IPRMA organized a joint press conference with the American Chamber of Commerce, the European Chamber of Commerce, the Japan Chamber of Commerce and the representative from the healthcare industry and academia.  They urge the government to view healthcare spending as an investment in health.  According to the “2023 Taiwan Health Investment Study”, increasing health investment will save more than NT$100 billion in treatment costs every year due to the improvement of people's health status.

The 2023 Taiwan Health Investment Study was commissioned by IRPMA and conducted by PwC.  Ms. Wang Li-Li, the CEO of the PwC and the author of the study, pointed out that increasing the investment in health will enhance the nation’s health index, improve productivity, and consequently lead to GDP growth and increased government tax revenue.  Furthermore, enhancing the access to new drugs and adopting international treatment guidelines will fortify Taiwan's healthcare system and enhance the global competitiveness of Taiwan’s biopharmaceutical industry.

The study points out that Taiwan is on the verge of becoming a super-aged society.  According to the National Development Council’s projections, by 2050, Taiwan is expected to have over 7.6 million people aged over 65.  Consequently, the annual healthcare expenditure for elderly care is anticipated to surpass NT$620 billion. 

However, based on the current employment rate of the working-age population, it is projected by 2050, the working population will decline by 3.8 million individuals. This decrease is expected to have a notable impact on the NHI premium revenue, resulting in a reduction of NT$200 billion.

Based on this study, between 2018 and 2022, approximately 376,000 individuals (equivalent to around 2.2% of the working-age population) were unemployed due to personal health issues or the need to care for relatives with health issues.   The study presents a scenario in which investing in health could maybe enable 10% of this aforementioned population to re-join the workforce. As a result, the GDP could experience an increase of NT$68 billion, with the government's tax revenue potentially rising by NT$3.9 billion annually.
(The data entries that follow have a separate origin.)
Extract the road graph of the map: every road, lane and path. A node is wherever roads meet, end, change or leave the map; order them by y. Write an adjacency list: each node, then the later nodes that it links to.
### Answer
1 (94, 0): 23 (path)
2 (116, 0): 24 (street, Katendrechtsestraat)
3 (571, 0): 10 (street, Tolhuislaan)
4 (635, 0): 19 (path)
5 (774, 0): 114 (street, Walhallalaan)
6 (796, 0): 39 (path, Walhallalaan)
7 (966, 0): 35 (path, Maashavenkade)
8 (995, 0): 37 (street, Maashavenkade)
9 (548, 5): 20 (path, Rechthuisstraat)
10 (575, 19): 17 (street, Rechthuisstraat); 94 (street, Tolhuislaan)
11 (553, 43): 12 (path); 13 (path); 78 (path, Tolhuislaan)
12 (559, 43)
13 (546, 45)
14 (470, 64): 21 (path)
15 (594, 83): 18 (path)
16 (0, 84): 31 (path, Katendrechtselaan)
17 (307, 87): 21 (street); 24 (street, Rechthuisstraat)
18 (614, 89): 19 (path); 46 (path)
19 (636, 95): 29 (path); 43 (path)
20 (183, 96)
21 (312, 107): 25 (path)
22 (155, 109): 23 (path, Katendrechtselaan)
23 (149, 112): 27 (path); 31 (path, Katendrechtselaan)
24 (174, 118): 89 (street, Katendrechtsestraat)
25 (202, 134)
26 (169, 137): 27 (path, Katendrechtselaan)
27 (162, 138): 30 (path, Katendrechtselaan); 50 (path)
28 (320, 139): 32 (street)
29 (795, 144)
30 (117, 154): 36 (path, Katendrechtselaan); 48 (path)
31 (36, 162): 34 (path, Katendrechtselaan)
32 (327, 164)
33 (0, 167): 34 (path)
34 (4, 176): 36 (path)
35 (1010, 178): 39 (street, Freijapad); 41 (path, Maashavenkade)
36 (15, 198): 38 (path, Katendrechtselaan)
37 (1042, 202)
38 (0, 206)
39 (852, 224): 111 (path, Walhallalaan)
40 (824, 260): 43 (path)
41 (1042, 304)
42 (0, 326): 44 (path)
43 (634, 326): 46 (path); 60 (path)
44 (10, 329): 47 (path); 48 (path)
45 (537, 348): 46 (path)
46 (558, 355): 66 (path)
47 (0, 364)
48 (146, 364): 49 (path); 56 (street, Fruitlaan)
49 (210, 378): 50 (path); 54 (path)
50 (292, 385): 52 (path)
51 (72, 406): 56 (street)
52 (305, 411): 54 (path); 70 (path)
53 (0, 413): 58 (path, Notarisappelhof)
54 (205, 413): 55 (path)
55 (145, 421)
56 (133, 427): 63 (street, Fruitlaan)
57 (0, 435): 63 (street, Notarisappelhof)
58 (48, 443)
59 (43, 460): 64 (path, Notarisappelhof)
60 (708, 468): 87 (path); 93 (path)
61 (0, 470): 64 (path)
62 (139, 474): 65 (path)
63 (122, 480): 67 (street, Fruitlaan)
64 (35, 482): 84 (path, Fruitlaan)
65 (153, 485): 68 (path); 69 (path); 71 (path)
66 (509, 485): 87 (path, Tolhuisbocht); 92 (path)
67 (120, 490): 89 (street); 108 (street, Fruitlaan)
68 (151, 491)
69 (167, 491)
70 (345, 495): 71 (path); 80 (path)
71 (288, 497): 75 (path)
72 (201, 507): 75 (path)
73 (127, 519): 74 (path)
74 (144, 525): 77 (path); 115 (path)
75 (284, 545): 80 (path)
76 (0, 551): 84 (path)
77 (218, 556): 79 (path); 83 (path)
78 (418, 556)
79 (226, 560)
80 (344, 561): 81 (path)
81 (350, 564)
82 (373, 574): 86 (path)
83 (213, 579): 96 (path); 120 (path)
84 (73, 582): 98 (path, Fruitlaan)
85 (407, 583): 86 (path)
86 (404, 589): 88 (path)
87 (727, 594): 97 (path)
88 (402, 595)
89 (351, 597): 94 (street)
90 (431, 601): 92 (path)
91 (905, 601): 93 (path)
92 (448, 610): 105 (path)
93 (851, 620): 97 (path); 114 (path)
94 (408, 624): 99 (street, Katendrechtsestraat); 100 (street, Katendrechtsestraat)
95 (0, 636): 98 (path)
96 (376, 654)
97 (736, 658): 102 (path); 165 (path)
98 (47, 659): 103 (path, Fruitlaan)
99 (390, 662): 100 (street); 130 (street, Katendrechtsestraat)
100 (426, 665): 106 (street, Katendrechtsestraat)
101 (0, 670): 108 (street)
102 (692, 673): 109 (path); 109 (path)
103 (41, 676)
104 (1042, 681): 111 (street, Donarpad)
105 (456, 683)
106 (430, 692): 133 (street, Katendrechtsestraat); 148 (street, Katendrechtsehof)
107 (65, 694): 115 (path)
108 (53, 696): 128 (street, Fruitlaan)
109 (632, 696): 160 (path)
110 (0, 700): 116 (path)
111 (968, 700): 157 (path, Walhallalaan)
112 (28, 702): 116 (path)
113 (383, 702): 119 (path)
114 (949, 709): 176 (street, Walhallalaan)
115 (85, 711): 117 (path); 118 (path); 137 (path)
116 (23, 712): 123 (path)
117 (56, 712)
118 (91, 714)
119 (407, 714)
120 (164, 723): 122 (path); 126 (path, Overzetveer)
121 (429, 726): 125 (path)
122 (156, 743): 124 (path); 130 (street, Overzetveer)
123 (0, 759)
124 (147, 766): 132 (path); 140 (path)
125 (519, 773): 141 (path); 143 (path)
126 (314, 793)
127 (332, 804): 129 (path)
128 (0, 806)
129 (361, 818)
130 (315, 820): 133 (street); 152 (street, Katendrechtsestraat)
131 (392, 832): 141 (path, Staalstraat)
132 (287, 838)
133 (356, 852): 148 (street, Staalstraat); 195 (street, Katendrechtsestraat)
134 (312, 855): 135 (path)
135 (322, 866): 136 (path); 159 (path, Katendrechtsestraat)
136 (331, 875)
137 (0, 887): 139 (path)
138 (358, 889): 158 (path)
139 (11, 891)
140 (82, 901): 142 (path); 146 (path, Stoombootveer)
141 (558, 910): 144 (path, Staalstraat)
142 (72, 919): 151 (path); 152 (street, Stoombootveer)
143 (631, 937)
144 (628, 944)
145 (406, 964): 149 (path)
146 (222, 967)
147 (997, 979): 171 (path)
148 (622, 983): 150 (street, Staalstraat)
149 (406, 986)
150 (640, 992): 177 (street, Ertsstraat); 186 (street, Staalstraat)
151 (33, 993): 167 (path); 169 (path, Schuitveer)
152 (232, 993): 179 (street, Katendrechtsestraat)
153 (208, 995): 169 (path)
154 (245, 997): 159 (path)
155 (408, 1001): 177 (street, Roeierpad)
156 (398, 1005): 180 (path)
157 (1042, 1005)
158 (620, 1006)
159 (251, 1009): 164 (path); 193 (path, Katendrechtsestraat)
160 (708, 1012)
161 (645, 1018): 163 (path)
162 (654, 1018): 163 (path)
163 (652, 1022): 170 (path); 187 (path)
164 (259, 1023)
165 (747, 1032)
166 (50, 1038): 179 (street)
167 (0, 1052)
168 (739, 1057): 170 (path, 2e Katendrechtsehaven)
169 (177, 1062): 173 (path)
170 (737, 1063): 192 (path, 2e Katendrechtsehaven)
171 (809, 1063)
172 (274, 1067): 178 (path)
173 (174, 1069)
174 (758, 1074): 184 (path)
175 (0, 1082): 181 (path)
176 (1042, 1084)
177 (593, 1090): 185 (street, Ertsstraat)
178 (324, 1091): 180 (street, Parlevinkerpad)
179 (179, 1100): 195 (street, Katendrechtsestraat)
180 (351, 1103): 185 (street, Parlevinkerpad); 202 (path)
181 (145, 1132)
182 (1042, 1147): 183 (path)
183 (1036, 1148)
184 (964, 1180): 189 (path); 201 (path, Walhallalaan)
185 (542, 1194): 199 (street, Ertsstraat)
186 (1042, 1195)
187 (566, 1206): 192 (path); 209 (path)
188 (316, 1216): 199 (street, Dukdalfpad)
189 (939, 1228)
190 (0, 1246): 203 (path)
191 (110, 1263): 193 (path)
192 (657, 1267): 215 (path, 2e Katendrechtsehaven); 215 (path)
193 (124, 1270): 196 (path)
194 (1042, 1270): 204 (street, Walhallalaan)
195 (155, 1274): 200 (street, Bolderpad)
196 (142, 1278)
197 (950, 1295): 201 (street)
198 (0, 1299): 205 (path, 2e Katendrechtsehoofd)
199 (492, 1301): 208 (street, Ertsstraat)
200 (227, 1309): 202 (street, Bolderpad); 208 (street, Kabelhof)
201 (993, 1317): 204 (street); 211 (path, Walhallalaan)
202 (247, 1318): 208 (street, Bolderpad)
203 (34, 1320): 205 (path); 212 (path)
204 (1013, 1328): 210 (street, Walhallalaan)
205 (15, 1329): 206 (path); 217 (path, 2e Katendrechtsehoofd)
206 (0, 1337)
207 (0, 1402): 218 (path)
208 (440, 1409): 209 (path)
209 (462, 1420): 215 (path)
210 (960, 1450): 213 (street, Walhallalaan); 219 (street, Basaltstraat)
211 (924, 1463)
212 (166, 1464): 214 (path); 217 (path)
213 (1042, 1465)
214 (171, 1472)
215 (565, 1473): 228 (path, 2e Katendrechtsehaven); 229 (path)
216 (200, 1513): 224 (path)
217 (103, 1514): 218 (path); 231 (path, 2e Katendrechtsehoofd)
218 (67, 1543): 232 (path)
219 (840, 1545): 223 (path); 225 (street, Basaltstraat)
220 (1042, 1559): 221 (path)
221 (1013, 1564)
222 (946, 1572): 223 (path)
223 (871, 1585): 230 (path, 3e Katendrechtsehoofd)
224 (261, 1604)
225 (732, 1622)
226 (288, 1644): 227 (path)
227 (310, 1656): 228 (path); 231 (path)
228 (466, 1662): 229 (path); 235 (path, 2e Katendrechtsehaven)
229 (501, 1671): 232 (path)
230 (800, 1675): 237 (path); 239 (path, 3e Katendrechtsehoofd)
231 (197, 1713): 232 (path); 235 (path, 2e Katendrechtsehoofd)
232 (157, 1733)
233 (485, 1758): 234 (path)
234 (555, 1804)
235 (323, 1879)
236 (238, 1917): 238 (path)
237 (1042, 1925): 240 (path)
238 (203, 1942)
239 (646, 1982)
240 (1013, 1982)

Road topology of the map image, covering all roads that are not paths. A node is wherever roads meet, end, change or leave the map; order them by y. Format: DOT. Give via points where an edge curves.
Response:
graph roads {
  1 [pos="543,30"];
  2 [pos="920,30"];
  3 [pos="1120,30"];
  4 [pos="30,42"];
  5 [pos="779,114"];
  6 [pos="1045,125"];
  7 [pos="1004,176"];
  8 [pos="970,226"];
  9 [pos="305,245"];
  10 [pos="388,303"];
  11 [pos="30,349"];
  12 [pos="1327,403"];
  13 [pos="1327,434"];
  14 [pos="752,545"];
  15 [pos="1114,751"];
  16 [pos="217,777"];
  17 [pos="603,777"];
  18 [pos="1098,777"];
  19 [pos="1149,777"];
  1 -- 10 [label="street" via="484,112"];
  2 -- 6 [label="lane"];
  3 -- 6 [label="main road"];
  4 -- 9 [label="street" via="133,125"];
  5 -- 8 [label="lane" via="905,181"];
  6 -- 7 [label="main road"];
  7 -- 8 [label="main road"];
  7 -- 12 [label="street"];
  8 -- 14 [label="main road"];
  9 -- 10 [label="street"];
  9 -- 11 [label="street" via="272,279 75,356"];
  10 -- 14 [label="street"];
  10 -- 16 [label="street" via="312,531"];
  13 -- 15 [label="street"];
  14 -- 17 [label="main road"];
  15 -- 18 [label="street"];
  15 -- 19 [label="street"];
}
Finally, the scenario study predicts that if the nation’s overall health status were 5-year younger than the current status, it could potentially result in an annual savings of NT$100 billion in treatment costs.

The study conducted interviews with numerous experts who emphasized a range of strategies, such as diversified funding sources, to enhance health investment.  Their suggestions include: using tax revenues to fund NHS, separating the budget for precision medicine and cancer prevention from the NHS global budget, increasing co-payments, supplementing health insurance with commercial insurance, and promoting the use of instruction drugs and self-medication.

The experts further suggest that this task should be led by high-ranking government authorities to establish a cross-departmental health investment committee directly under the Executive Yuan.  The committee will be in charge of integrating the resources, giving the MOHW more power and resources and monitoring the investment performance index (average life expectancy, cancer survival rate, etc.).